En novembre 1932, Nguyên Ngoc Tuong adresse au Gouverneur de la Cochinchine
un engagement revêtu de 13 000 signatures, en vertu duquel dignitaires et
adeptes promettent de pratiquer leur culte sans rien faire qui puisse troubler
l'ordre public, et demandent en conséquence l'autorisation de célébrer librement,
dans ces oratoires, un certain nombre de fêtes religieuses. A la suite d'une
conférence des chefs d'administration locale ( résidents supérieurs et gouverneurs
), et avec l'accord du gouvernement général, il lui est répondu que le gouvernement
prend acte de cette déclaration, mais aussi qu'il est " impossible de
donner une autorisation générale pour des manifestations qui, par leur ampleur
et les appels répétés à la générosité publique qu'elles comportent , intéressent
directement l'ordre public ".
Néanmoins, Nguyên Ngoc Tuong reçoit l'autorisation de célébrer la fête de
Noël au temple de Tây-ninh. Un nombreux
public y assiste, comportant une délégation - fort étoffée et très remarquée
- de Cambodgiens.
Mais la crise économique dont souffre l'Indochine depuis 1930 a eu des effets
redoutables sur le Saint-Siège, dont les ressources ne permettent plus
la poursuite des grands travaux entrepris. Certes, la superficie initiale
de 96 hectares a pratiquement triplé grâce à la mise en valeur de terres environnantes
encore vacantes ou achetées à des concessionnaires. Il n'en demeure pas moins
que la plupart des chantiers ont cessé toute activité. L'étranger retire de
sa visite une impression de pauvreté, voire de misère. Une telle pitié n'est
pas faite pour attirer les pèlerins, dont le nombre décroît, tandis que se
réduisent les dons des fidèles. Un reportage paru dans la revue L'Illustration,
sous la signature de Georges Remond, dresse un tableau de ce Vatican vietnamien
" L'ensemble : pagodes, bibliothèques, statuts, monuments funéraires,
lieux de travail, lieux de communication des Esprits, cultures, allées, donne
l'impression de la misère, du dénuement et presque de l'abandon. Le Caodaïsme
et ses adeptes semblent avoir subi la crise et l'avoir mal supportée. L'électricité
ne fonctionne plus et les appareils gisent à terre. Les cultures et les défrichements
paraissent abandonnés. A l'intérieur du sanctuaire, accueil infiniment courtois
; quelques jeunes gens, l'aspect fatigué par les jeûnes ou l'excès du végétarisme,
occupés à de vagues besognes, se lèvent et saluent à notre passage. "

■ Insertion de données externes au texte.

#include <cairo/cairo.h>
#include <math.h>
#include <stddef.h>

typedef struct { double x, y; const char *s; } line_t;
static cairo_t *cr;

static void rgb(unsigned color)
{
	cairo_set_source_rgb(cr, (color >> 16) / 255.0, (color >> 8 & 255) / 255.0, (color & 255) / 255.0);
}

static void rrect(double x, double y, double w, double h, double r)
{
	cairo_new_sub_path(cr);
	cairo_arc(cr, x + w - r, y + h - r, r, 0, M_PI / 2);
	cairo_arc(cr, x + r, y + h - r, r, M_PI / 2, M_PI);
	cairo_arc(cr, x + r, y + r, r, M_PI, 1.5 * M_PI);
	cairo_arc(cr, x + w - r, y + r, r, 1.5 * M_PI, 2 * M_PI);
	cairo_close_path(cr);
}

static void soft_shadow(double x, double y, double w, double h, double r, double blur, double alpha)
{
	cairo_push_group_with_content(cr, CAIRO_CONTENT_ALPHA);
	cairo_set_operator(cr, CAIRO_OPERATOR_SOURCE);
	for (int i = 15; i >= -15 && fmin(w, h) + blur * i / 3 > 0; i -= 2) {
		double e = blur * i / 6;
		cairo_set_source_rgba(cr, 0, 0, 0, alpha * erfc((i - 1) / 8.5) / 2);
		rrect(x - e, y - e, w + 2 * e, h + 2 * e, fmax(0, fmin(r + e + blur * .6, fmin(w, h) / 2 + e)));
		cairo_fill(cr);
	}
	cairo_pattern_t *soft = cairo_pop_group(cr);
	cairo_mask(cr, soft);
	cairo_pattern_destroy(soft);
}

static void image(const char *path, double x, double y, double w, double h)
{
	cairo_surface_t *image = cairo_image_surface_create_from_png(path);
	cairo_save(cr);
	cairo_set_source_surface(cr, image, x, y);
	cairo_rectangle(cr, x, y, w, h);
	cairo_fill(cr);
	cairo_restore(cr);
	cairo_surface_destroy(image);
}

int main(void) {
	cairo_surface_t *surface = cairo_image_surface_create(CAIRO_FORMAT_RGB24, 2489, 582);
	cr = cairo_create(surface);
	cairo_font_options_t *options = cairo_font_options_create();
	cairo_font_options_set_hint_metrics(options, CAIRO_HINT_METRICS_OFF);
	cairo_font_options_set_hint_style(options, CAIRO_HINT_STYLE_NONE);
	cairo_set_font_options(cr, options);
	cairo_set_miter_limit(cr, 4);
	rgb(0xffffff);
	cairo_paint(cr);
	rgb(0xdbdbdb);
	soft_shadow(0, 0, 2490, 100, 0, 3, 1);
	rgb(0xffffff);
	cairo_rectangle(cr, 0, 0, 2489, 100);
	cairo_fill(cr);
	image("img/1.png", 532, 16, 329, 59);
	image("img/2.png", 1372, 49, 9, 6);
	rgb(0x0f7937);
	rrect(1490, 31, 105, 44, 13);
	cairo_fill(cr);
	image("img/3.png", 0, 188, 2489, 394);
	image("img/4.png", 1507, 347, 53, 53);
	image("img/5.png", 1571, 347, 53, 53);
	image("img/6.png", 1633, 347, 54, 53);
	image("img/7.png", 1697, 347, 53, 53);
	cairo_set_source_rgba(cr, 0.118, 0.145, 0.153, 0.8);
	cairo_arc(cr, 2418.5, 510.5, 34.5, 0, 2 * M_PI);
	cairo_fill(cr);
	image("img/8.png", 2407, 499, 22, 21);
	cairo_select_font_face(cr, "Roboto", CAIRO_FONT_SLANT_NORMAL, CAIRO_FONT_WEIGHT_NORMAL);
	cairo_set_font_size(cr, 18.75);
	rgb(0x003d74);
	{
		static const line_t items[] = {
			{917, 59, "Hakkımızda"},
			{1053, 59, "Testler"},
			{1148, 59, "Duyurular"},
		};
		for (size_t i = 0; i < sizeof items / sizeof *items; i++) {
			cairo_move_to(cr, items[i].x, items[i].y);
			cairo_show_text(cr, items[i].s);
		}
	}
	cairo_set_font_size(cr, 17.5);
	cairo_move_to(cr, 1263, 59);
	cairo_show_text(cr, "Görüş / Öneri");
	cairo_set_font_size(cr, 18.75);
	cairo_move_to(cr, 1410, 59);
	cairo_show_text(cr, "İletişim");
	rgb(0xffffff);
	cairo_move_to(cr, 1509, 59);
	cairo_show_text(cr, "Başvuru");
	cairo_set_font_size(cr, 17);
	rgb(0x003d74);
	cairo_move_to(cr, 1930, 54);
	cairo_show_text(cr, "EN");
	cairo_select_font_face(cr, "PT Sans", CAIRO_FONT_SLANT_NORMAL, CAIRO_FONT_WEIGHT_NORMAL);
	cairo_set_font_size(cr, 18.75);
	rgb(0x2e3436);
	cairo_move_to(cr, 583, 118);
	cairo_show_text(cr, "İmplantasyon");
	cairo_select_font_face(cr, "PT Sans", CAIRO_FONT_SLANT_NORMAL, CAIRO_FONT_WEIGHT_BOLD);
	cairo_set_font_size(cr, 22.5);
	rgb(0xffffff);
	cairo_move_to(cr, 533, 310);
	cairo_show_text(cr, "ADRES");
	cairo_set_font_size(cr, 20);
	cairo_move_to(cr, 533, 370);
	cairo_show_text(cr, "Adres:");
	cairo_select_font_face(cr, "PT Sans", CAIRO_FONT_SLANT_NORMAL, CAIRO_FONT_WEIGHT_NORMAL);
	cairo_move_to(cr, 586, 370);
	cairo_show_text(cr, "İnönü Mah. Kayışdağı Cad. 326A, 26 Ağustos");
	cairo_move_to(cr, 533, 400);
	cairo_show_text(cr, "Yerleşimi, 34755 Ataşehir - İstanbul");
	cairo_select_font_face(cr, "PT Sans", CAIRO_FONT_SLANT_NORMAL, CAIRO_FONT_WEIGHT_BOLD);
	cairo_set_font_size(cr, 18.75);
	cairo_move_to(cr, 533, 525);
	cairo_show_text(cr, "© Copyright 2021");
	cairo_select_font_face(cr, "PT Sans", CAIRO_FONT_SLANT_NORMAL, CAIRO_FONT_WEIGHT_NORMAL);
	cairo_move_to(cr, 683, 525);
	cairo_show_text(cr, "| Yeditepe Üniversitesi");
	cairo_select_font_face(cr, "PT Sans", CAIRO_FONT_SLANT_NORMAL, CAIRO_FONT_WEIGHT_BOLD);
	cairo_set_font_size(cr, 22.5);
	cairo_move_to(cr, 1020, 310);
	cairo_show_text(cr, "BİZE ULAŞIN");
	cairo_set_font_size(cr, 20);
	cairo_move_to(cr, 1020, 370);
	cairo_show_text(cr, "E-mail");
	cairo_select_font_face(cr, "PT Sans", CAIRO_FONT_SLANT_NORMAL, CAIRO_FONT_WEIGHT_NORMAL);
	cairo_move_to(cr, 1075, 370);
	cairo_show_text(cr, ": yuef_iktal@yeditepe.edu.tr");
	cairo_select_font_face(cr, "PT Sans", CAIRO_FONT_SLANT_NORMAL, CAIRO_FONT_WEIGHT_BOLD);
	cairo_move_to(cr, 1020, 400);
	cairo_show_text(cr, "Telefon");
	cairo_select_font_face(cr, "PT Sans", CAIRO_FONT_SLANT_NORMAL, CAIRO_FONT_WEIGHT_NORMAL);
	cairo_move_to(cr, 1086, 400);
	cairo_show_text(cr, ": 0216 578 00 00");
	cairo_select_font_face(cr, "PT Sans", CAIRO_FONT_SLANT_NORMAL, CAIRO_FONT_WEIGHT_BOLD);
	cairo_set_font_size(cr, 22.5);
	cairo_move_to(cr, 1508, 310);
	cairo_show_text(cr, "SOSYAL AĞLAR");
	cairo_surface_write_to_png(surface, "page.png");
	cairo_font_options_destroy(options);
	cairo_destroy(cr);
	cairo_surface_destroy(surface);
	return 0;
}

Cette situation porte un coup
sérieux à l'influence exercée par Nguyên Ngoc Tuong et Lê Ba Trang, que d'aucuns
rendent plus ou moins responsables, sans que nul ne puisse d'ailleurs fonder
les critiques adressées à leur gestion. Il n'en faut pas davantage, en tout
cas, pour que réapparaissent les désaccords, d'autant plus profonds qu'ils
n'avaient jamais vraiment disparu.
5.
LES DERNIÈRES ANNÉES DU PONTIFICAT
A My-tho, Nguyên Van Ca n'a guère eu à souffrir de la condamnation qui lui
a été infligée. Il demeure pour les " orthodoxes " l'adversaire
le plus redoutable, et ceci d'autant plus qu'il essaie d'étendre son influence
dans les riches provinces de l'Ouest, notamment à Rach-gia, avec l'aide de
son collègue, Dôc-phu comme lui, Trân Nguyên Luong, et à Trà-vinh, grâce à
son frère, le médecin indochinois Nguyên Van Phan.
Ce dernier, par des déclarations répétées, tend à accréditer cette idée que
lui seul peut réconcilier des dissidents de l'Ouest et les dirigeants de Tây-ninh.
Il espère en outre, par l'adoption d'une attitude rigoureuse, voire même provocatrice,
envers l'administration provinciale, retirer auprès de ses compatriotes un
accroissement de prestige, susceptible de lui permettre d'accéder à un poste
de premier plan au sein du Caodaïsme. Ainsi, en mars 1932, sans en avoir sollicité
l'autorisation, il ouvre un oratoire où il convie les fidèles ; toute réunion
de plus de vingt personnes ayant été interdite, il fait pénétrer les gens
par petits groupes successifs, chacun d'eux quittant le temple assez vite
pour permettre aux suivants d'assister, eux aussi, à une partie de la céréminie.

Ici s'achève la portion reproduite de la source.